■ What you have to do: Out of the entries that follow, copy each line containing "them".

Saved entries
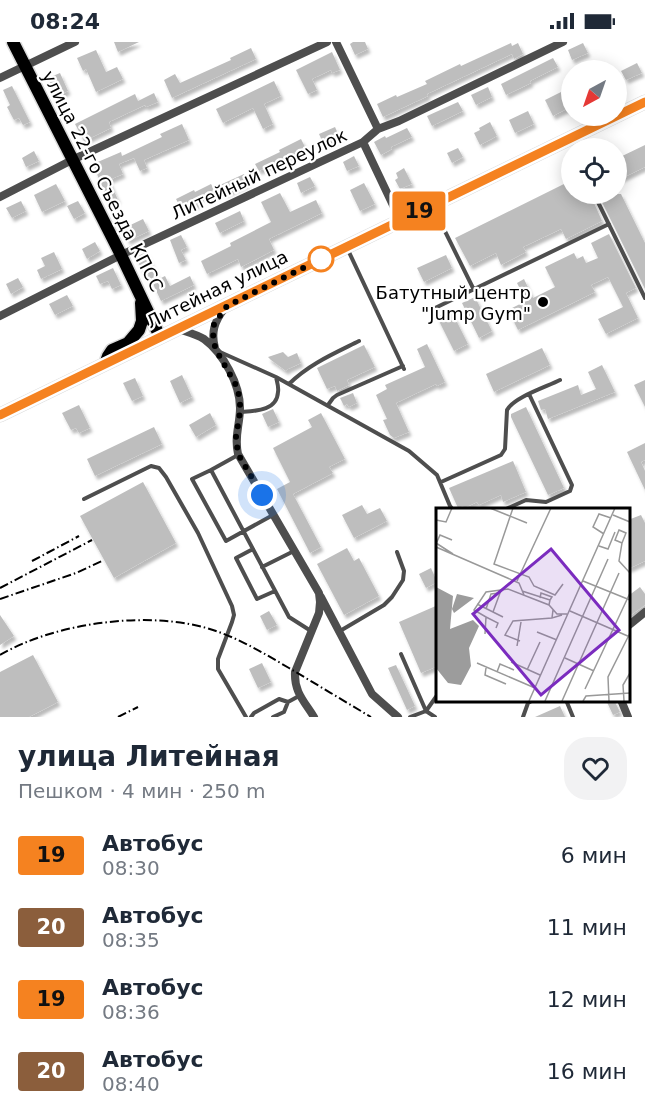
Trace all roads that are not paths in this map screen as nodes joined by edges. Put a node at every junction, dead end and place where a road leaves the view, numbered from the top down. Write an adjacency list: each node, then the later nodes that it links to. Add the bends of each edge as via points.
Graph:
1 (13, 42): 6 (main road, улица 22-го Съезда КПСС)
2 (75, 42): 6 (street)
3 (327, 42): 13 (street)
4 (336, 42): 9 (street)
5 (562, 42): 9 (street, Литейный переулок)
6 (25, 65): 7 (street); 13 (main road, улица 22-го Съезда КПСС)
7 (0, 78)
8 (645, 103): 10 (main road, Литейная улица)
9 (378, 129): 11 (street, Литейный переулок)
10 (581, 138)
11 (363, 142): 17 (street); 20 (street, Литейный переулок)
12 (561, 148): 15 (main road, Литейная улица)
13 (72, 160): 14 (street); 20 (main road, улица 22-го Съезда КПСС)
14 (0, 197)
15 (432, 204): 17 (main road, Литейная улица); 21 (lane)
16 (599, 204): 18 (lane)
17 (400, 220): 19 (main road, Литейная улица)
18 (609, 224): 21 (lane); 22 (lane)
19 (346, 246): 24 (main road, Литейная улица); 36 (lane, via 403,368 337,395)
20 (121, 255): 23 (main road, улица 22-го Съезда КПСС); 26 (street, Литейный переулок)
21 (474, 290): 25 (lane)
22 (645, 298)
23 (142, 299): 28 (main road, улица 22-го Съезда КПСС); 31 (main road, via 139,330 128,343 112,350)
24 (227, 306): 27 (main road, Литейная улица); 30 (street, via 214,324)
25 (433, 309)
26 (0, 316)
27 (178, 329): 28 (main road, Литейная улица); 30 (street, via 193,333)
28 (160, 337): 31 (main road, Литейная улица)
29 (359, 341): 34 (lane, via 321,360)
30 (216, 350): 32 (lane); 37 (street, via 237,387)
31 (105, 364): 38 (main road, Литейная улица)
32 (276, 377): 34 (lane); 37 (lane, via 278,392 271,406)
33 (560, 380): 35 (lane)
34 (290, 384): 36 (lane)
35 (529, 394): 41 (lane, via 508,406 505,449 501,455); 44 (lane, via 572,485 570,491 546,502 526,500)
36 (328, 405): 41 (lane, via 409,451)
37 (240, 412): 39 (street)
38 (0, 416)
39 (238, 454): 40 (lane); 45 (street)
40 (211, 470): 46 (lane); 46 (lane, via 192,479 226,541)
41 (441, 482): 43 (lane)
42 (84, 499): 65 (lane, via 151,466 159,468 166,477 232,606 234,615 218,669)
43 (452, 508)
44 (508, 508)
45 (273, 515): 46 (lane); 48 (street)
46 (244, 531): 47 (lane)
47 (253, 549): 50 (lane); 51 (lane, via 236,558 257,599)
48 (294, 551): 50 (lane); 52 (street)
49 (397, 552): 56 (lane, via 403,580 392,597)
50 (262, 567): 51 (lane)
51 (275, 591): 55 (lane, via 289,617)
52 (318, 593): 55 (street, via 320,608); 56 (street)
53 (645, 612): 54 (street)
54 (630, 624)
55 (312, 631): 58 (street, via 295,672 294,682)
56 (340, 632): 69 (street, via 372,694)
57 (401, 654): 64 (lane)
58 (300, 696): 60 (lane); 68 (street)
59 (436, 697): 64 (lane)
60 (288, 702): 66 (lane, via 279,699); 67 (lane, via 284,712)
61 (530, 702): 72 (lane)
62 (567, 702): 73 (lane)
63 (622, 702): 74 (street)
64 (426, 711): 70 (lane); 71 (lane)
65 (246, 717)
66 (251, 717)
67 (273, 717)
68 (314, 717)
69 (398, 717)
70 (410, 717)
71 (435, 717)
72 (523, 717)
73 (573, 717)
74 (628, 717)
--
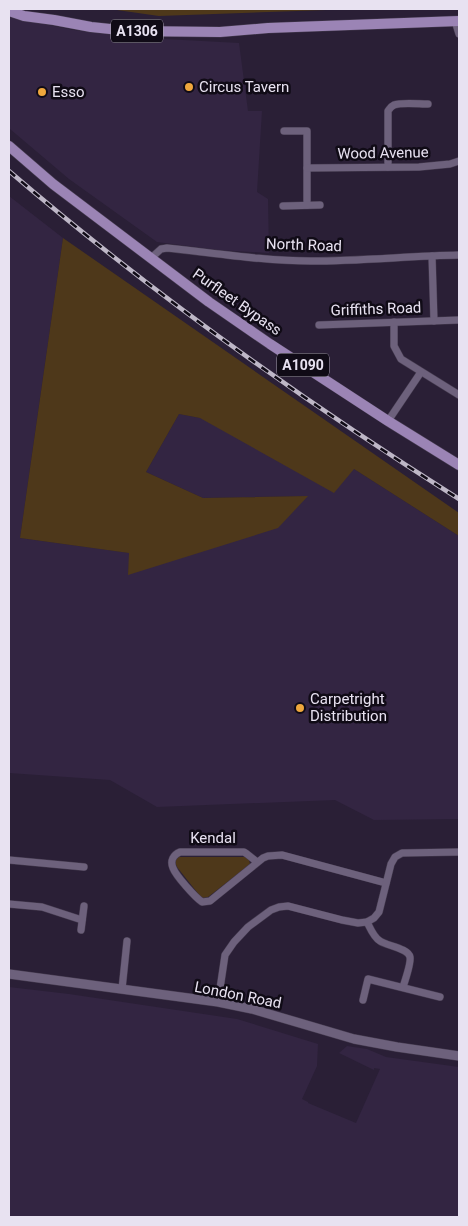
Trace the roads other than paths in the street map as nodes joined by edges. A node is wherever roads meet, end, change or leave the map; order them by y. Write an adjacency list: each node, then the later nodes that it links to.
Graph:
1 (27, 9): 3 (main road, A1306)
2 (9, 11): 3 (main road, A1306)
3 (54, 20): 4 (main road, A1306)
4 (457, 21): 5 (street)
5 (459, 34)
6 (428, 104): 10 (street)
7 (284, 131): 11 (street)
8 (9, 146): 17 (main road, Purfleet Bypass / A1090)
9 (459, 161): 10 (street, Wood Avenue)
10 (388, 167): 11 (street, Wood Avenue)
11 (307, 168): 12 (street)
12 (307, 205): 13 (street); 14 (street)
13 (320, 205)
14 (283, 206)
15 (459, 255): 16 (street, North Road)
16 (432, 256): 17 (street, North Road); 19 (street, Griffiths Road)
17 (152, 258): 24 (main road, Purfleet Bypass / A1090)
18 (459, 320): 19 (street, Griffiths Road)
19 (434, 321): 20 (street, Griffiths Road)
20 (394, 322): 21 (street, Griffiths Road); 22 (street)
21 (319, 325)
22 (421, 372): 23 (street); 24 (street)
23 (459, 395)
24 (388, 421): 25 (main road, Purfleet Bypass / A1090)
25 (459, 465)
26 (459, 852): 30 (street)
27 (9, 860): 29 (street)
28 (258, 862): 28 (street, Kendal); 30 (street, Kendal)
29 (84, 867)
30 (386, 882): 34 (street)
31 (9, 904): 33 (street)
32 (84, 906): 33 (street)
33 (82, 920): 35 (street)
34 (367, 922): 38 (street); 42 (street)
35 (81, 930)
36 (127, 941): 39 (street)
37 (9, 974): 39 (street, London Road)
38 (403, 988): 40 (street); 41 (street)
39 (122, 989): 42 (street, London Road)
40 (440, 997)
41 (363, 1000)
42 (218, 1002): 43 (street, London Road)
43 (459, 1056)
...
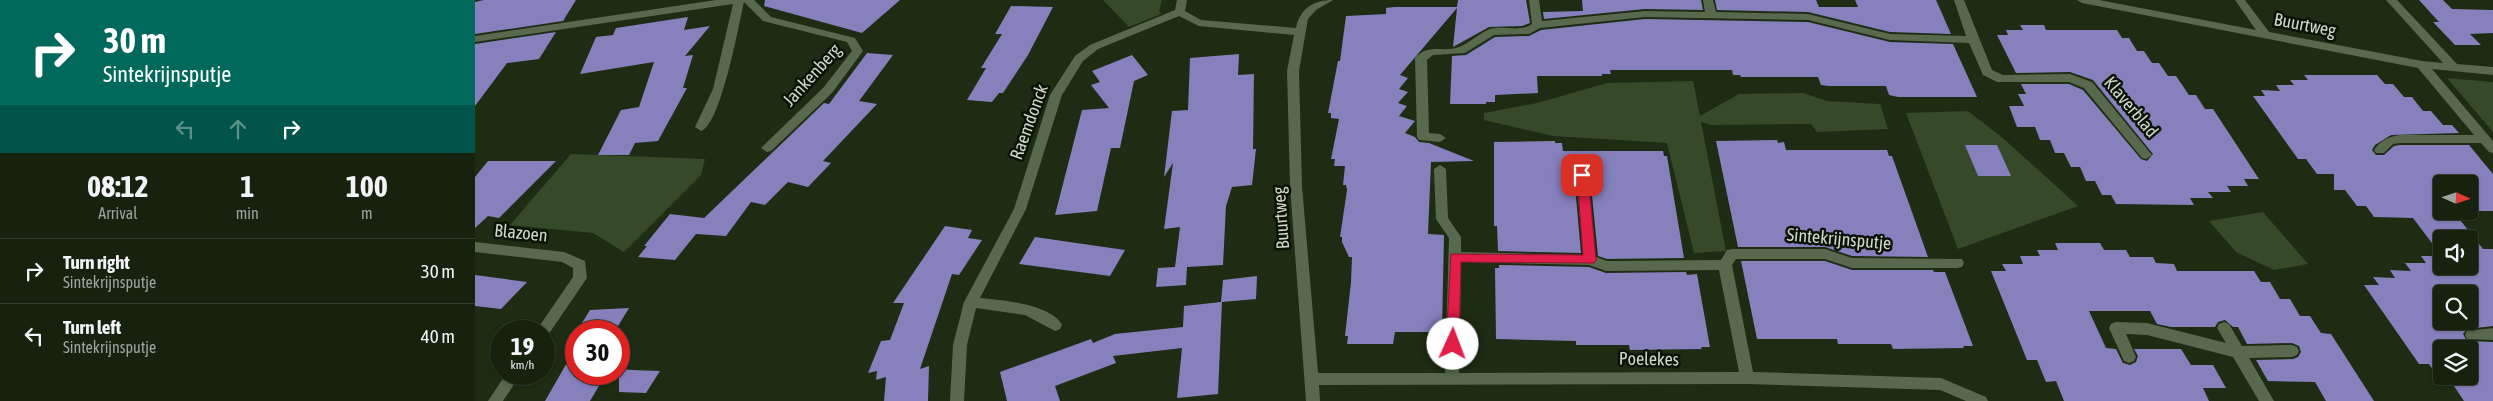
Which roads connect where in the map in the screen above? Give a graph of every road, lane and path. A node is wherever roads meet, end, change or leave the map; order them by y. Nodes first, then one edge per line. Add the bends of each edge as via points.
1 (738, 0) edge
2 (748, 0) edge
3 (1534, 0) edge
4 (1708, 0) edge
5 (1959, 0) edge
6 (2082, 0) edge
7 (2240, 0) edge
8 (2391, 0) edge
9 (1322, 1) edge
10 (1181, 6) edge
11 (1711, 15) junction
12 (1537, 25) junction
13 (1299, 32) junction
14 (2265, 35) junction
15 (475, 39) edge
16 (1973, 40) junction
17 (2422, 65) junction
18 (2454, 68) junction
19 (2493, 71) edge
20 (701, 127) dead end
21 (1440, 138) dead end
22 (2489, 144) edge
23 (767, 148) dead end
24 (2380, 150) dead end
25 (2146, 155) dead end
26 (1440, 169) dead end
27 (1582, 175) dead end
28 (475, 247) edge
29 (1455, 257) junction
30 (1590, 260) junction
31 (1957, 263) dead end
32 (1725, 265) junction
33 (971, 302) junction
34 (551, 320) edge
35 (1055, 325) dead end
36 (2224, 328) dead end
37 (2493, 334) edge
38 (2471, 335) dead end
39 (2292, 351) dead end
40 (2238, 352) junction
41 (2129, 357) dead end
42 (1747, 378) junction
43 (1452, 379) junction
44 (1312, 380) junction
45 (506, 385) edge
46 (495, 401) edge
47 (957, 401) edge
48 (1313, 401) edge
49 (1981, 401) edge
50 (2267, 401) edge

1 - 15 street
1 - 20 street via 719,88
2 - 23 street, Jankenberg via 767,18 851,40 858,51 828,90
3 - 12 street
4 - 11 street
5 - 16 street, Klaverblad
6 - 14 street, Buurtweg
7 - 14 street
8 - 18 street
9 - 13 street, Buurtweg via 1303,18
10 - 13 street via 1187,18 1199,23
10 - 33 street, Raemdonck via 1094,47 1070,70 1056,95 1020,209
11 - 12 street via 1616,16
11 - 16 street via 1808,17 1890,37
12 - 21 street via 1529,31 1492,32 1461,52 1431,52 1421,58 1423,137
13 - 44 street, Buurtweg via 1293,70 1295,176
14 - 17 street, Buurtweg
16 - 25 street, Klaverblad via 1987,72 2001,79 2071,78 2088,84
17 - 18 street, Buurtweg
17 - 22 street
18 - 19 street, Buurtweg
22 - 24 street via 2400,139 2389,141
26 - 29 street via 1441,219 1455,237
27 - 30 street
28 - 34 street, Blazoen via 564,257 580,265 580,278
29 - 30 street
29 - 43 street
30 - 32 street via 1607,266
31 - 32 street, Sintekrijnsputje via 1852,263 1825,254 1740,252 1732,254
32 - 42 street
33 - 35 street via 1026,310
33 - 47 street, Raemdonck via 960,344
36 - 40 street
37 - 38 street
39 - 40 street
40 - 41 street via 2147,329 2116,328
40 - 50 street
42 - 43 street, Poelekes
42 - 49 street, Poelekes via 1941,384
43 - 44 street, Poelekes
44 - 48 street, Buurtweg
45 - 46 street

■ Output for this exercise:
Trace the roads other than paths in the street map as nodes joined by edges. A node is wherever roads meet, end, change or leave the map; order them by y. Write an adjacency list: each node, then the later nodes that it links to.
Which roads connect where in the map in the screen above? Give a graph of every road, lane and path. A node is wherever roads meet, end, change or leave the map; order them by y. Nodes first, then one edge per line. Add the bends of each edge as via points.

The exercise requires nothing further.